§ **TASK DESCRIPTION**: Below are some records. Copy every line in them that holds "main".

---- RECORDS FOR THIS EXERCISE

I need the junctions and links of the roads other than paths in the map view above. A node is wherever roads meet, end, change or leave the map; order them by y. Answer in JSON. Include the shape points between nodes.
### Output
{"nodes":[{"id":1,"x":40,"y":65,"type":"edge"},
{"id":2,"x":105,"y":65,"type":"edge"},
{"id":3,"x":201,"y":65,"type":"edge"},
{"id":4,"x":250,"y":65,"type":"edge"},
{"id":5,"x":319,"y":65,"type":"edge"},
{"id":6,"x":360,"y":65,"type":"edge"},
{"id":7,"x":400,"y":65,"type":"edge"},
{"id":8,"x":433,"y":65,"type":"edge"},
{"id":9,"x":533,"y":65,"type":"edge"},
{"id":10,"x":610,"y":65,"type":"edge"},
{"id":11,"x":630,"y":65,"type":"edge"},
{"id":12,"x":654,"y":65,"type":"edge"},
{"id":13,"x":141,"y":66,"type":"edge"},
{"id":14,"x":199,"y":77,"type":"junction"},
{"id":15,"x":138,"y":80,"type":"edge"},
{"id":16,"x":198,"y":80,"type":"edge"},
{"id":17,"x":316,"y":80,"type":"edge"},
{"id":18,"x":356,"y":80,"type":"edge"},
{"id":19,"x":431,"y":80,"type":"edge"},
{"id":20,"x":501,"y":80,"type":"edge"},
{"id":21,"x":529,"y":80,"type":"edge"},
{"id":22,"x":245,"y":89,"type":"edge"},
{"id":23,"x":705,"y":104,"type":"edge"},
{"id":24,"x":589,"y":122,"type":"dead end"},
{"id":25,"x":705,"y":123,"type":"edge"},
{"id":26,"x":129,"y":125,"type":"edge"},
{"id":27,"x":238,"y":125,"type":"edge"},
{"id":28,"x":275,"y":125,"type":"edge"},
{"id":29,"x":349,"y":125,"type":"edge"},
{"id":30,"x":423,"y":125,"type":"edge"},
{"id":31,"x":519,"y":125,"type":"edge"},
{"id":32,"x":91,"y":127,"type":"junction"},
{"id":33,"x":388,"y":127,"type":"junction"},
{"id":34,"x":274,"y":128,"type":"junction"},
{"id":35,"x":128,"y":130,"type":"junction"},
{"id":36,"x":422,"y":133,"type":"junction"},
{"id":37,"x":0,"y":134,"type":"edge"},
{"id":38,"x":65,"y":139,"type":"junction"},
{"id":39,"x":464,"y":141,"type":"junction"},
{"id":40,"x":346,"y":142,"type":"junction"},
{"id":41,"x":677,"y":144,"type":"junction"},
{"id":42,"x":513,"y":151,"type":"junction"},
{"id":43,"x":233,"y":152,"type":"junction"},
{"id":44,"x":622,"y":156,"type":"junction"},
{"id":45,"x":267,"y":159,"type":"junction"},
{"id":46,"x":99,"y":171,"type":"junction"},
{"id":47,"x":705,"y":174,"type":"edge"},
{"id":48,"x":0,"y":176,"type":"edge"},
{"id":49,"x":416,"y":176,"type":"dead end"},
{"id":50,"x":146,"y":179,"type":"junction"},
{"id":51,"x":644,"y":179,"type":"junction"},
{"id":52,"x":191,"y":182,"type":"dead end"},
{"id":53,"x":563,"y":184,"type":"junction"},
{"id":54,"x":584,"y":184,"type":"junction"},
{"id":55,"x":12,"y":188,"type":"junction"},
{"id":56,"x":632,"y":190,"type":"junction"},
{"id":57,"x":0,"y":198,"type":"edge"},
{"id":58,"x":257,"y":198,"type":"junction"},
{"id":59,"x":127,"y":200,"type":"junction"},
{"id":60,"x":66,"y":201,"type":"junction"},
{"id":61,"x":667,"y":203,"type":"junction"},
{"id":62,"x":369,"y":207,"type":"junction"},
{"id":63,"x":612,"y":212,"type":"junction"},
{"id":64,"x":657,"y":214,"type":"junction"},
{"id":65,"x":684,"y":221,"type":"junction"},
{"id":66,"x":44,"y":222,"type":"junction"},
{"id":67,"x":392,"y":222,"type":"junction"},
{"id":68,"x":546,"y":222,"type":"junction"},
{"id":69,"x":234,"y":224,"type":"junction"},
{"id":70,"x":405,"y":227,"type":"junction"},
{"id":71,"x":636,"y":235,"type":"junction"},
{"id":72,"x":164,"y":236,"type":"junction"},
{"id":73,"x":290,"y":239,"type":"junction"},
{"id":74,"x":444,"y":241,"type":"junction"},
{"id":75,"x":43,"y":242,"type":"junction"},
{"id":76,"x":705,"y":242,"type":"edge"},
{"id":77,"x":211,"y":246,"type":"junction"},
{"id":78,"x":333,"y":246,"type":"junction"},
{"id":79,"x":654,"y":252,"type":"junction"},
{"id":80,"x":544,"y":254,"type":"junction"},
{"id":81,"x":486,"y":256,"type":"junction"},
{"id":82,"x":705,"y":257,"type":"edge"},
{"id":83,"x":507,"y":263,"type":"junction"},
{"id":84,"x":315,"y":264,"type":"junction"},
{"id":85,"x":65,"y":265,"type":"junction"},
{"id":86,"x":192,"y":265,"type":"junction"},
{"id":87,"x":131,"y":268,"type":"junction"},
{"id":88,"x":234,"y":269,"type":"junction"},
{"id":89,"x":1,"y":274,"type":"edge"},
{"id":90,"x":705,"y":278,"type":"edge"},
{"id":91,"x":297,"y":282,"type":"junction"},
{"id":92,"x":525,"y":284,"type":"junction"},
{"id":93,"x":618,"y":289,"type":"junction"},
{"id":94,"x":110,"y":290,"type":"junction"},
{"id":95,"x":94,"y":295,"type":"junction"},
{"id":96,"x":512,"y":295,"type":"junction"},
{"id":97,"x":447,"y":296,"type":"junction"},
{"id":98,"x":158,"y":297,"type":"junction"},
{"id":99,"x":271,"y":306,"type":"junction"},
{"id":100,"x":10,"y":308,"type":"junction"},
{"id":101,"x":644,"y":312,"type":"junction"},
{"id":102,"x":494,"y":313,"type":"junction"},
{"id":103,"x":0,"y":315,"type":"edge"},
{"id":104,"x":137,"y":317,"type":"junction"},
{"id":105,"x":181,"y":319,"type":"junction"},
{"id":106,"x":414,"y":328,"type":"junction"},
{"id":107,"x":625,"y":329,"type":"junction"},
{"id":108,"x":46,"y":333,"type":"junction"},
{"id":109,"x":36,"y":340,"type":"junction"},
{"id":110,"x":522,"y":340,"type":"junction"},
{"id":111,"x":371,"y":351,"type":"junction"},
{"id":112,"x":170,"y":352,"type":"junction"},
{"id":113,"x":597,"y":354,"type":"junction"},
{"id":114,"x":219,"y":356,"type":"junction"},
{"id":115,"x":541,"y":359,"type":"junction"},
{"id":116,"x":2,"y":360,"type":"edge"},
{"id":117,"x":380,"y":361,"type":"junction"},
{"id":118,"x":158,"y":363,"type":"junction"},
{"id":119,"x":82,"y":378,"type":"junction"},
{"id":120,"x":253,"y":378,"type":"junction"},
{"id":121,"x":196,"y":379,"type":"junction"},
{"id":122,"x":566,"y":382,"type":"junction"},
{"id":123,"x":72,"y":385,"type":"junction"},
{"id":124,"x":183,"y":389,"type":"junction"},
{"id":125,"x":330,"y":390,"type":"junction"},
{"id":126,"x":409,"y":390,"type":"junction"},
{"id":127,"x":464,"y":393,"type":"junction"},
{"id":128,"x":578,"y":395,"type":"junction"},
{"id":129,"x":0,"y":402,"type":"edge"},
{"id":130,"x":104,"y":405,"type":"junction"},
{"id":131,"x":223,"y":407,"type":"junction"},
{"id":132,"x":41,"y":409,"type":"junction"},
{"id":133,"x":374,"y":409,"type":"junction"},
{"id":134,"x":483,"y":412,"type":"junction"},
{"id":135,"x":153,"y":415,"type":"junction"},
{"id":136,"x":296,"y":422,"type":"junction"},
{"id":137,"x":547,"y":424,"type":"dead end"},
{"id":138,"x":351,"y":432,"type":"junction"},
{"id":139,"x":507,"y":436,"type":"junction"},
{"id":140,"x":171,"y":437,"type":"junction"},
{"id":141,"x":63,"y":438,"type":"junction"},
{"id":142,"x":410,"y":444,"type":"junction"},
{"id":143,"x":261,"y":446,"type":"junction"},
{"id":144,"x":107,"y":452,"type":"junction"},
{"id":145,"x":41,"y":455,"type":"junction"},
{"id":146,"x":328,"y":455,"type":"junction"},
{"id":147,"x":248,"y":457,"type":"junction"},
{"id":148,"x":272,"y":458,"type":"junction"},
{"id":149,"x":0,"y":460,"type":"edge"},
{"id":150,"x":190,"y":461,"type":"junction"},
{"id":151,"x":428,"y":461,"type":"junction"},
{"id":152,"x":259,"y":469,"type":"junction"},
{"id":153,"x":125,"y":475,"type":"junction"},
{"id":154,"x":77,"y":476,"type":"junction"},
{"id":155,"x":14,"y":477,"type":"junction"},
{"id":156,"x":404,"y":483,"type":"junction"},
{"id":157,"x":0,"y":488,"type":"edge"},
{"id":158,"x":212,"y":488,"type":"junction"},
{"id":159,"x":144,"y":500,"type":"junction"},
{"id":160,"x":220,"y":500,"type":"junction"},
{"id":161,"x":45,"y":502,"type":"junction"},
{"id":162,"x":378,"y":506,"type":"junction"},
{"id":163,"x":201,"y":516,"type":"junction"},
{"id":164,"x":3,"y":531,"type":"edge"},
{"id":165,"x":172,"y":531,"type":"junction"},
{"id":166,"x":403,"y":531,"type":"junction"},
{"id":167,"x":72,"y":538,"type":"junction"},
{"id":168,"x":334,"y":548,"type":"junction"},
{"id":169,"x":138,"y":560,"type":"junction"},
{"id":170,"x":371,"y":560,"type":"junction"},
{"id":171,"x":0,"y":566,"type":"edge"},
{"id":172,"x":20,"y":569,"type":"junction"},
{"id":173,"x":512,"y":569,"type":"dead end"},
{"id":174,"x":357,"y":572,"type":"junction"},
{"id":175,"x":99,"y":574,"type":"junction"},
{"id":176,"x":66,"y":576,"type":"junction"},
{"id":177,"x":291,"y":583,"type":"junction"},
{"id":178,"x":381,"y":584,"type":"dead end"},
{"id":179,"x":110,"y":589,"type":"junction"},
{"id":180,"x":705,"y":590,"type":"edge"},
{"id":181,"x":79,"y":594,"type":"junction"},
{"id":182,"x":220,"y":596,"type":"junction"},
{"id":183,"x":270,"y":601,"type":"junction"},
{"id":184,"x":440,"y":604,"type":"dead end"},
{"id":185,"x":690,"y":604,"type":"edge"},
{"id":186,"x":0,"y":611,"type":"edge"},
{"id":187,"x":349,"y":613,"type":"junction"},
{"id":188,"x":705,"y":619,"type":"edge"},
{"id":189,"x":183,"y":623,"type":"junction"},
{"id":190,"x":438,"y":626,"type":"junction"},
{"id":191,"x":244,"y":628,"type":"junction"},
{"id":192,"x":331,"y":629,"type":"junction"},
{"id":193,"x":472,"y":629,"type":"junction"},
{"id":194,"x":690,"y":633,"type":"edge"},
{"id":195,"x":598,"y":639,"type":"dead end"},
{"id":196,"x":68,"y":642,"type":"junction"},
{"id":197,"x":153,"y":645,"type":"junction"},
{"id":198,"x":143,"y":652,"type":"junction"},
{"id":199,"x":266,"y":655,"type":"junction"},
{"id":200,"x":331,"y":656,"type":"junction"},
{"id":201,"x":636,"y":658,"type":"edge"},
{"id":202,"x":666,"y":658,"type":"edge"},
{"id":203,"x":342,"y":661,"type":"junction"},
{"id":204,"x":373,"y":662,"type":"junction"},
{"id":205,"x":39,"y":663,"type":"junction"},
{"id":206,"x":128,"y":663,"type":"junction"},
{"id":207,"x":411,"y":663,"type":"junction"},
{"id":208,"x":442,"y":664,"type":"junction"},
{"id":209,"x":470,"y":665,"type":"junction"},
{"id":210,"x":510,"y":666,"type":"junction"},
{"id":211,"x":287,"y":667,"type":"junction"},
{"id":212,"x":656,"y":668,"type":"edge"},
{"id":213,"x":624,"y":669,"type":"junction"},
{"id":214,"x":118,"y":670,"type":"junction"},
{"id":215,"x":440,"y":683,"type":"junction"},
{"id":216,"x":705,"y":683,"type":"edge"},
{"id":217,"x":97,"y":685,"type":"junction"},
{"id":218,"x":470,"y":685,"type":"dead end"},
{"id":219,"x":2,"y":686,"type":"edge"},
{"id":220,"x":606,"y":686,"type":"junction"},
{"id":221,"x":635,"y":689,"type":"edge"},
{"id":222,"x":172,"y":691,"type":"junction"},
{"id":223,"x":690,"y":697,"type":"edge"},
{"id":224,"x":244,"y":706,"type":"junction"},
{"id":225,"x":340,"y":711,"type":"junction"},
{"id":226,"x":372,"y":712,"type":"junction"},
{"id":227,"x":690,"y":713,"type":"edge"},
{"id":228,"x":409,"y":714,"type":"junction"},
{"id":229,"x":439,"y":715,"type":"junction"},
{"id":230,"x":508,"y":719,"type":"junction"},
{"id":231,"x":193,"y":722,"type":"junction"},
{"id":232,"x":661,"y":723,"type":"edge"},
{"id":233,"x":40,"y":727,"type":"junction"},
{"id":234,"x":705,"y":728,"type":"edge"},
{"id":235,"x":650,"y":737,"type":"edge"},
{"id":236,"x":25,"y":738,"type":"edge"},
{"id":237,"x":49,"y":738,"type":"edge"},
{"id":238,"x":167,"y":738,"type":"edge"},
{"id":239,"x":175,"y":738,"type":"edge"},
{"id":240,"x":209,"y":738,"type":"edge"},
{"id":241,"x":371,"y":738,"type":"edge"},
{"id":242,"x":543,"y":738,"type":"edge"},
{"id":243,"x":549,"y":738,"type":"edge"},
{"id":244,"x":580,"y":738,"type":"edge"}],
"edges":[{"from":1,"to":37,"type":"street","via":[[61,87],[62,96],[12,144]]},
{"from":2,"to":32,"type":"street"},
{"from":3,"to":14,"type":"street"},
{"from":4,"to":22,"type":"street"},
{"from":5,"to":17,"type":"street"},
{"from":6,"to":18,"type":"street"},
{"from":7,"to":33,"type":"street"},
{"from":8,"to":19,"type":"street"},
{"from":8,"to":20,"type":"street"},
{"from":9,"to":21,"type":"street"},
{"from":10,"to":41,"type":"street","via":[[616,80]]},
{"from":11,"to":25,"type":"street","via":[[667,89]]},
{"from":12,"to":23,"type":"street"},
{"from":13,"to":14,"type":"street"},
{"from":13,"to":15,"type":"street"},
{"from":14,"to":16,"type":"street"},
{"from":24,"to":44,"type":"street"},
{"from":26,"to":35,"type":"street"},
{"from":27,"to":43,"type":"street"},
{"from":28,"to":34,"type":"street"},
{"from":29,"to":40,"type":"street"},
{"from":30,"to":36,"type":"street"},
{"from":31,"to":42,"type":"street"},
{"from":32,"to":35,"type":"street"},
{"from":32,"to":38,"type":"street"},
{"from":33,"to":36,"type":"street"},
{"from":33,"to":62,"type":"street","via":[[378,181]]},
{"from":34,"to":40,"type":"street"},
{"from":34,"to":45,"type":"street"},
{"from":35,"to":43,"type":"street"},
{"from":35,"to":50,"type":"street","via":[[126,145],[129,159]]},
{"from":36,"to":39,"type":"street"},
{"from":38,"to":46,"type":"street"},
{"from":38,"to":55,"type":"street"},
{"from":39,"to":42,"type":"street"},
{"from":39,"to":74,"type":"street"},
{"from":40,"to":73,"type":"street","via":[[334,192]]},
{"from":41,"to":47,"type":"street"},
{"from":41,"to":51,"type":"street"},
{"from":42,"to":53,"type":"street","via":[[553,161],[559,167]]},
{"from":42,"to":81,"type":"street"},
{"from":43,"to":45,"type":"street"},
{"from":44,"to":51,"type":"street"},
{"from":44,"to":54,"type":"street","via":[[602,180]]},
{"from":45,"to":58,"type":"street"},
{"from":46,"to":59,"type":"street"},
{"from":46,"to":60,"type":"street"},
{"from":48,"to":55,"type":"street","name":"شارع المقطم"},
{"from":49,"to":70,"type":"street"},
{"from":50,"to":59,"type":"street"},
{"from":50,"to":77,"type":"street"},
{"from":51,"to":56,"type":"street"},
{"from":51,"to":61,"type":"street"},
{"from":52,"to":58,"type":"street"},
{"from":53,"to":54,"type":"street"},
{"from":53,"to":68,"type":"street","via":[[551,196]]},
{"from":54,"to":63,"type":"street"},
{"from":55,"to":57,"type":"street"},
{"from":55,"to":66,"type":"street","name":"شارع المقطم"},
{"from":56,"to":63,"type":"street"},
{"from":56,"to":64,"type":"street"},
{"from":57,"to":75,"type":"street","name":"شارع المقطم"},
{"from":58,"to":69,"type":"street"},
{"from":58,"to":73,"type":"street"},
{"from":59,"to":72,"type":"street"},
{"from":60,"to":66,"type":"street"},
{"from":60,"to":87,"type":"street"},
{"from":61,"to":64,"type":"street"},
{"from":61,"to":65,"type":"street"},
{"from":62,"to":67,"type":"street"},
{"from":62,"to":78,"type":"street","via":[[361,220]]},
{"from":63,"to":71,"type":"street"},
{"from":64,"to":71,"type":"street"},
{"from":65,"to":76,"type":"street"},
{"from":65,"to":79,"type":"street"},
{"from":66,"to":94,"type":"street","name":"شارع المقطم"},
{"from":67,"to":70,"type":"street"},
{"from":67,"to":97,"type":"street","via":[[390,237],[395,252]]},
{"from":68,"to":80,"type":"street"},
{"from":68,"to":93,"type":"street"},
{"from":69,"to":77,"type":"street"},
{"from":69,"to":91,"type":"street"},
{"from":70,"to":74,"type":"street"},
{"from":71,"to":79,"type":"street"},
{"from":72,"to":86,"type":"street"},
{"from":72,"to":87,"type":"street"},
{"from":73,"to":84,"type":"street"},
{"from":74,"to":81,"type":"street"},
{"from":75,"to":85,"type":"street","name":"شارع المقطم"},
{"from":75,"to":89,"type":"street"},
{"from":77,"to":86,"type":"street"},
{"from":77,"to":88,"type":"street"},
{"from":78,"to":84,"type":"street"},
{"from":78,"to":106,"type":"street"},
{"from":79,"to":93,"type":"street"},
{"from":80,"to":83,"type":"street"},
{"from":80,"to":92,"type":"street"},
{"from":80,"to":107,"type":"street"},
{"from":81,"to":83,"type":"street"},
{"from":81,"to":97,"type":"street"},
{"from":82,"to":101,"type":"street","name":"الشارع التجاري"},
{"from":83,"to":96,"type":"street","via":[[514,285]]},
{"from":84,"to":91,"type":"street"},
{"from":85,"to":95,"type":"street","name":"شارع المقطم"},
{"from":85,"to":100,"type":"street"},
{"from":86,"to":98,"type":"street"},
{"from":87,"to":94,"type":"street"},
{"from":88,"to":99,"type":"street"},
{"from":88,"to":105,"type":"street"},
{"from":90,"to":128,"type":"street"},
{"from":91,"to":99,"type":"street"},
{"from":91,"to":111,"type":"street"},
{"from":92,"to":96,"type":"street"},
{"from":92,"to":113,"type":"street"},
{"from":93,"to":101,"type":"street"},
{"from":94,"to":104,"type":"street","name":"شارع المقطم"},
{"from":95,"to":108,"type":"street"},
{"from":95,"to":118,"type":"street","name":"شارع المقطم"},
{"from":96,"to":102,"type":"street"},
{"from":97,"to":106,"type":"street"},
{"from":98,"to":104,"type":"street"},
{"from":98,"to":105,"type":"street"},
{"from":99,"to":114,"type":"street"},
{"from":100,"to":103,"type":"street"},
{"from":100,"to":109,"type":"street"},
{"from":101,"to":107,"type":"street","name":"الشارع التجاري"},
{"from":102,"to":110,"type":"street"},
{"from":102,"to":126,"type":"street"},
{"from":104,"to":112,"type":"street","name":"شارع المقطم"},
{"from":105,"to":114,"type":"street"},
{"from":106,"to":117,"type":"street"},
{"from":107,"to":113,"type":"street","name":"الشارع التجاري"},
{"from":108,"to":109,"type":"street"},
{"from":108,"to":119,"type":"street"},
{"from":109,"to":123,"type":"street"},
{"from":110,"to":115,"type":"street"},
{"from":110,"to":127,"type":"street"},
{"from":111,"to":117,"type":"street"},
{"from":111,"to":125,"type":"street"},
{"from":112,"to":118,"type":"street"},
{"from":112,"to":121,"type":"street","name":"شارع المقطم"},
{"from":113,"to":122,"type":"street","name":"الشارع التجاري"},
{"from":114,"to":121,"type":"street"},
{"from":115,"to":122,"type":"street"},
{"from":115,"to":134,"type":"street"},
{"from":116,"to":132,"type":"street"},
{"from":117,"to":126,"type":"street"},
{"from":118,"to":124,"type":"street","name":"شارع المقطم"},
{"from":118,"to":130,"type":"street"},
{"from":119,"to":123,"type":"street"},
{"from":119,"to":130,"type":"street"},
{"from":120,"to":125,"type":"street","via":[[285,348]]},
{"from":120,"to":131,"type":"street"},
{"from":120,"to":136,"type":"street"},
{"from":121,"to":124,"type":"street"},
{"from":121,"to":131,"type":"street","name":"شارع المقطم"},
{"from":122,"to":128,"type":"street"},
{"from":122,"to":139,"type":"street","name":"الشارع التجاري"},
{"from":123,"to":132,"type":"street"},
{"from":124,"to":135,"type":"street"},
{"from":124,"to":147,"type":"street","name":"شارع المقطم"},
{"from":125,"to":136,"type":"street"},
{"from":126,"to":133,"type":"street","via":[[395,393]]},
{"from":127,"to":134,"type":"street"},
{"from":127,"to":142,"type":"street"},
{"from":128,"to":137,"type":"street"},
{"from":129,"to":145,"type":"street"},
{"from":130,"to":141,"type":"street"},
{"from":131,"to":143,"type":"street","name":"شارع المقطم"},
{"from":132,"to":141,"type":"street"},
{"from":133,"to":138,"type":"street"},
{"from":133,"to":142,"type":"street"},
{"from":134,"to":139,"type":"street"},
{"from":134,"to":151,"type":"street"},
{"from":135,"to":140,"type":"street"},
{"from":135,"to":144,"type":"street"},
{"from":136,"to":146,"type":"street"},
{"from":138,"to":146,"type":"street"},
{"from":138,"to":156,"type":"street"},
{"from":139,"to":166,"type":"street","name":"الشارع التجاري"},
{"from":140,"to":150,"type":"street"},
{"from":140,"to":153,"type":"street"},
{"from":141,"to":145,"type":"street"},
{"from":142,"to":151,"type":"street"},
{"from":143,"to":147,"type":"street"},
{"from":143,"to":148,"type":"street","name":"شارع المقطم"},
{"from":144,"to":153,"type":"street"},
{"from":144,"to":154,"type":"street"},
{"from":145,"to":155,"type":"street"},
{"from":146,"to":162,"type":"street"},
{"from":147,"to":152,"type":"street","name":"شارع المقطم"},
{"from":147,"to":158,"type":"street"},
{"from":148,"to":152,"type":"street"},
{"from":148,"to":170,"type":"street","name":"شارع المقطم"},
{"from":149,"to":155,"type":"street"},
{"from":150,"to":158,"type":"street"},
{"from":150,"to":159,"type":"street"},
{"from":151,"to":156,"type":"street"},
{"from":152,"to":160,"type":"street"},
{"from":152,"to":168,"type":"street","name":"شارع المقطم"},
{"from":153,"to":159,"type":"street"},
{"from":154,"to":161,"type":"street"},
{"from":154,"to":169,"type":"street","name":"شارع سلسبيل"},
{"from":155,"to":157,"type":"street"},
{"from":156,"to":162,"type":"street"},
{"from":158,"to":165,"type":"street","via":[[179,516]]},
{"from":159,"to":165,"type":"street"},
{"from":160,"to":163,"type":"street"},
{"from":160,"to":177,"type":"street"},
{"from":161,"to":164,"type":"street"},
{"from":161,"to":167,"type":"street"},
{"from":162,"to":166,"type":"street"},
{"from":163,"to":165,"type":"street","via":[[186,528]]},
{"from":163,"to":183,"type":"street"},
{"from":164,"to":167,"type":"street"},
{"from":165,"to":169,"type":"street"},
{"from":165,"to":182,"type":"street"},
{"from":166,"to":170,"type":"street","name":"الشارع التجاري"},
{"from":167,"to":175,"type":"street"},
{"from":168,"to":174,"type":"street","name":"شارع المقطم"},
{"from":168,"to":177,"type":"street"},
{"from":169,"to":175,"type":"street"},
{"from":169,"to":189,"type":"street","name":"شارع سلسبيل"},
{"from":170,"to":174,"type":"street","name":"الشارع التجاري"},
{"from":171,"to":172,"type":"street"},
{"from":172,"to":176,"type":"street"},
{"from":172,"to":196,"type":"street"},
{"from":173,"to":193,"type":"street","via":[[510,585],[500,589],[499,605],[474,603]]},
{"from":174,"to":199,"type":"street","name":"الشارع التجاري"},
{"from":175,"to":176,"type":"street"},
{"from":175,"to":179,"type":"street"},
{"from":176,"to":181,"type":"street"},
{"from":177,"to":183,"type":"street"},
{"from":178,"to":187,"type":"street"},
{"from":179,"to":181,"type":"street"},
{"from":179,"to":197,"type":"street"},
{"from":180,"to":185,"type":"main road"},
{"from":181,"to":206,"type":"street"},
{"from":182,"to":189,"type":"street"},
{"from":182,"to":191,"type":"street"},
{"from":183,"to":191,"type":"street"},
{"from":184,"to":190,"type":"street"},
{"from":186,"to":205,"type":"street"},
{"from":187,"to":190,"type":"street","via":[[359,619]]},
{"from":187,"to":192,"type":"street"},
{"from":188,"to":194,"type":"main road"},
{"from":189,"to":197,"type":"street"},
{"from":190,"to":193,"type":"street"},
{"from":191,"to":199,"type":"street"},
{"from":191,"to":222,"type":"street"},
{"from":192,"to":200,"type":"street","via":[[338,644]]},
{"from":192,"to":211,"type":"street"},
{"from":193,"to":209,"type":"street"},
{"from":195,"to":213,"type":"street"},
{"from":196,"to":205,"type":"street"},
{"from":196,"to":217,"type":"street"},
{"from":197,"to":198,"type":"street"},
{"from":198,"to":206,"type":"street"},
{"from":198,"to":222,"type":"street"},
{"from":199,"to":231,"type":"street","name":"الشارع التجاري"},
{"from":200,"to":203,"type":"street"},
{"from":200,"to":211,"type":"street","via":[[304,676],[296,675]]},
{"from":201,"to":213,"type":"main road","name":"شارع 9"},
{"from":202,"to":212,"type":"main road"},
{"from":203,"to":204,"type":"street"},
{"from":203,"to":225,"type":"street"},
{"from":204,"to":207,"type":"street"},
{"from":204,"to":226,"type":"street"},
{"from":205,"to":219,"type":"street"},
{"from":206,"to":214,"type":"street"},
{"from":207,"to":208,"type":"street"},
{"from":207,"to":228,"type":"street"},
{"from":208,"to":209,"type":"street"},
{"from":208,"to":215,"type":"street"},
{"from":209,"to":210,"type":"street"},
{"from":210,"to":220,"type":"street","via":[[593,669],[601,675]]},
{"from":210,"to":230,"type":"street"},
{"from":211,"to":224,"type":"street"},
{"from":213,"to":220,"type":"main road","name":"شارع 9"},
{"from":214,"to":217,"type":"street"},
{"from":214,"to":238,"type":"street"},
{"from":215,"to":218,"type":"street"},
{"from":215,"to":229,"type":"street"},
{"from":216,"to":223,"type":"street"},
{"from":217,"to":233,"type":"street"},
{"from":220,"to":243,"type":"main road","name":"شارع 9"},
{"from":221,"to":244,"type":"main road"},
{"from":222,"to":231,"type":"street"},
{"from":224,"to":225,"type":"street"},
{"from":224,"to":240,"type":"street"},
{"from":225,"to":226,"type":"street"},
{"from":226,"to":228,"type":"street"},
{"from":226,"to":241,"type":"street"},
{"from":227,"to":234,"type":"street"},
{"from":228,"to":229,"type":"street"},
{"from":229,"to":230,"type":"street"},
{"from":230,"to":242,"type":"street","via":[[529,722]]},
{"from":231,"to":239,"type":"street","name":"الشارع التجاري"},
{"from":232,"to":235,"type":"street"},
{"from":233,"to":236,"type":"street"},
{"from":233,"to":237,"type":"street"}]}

--------

§ **RESULT OF THIS EXERCISE**:
{"from":180,"to":185,"type":"main road"},
{"from":188,"to":194,"type":"main road"},
{"from":201,"to":213,"type":"main road","name":"شارع 9"},
{"from":202,"to":212,"type":"main road"},
{"from":213,"to":220,"type":"main road","name":"شارع 9"},
{"from":220,"to":243,"type":"main road","name":"شارع 9"},
{"from":221,"to":244,"type":"main road"},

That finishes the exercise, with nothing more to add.